▸ **Data extracts**:

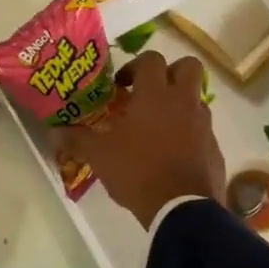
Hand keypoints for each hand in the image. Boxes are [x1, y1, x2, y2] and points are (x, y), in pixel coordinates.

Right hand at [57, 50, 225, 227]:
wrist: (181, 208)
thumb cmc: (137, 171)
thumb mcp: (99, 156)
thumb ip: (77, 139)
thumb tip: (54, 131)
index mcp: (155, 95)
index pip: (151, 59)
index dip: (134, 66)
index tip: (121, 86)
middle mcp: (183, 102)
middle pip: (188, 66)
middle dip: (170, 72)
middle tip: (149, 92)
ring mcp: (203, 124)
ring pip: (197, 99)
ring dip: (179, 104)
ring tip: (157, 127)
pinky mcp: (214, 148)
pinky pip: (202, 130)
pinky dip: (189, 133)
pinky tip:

▸ **Your assignment**: From the line holding "middle dip: (170, 72)" to the end of the listing, copy every line exactly, both ends included, and add nothing.

▸ **Finished task**:
middle dip: (170, 72)
middle tip: (149, 92)
ring mcp: (203, 124)
ring pip: (197, 99)
ring dip: (179, 104)
ring tip: (157, 127)
pinky mcp: (214, 148)
pinky pip: (202, 130)
pinky dip: (189, 133)
pinky tip:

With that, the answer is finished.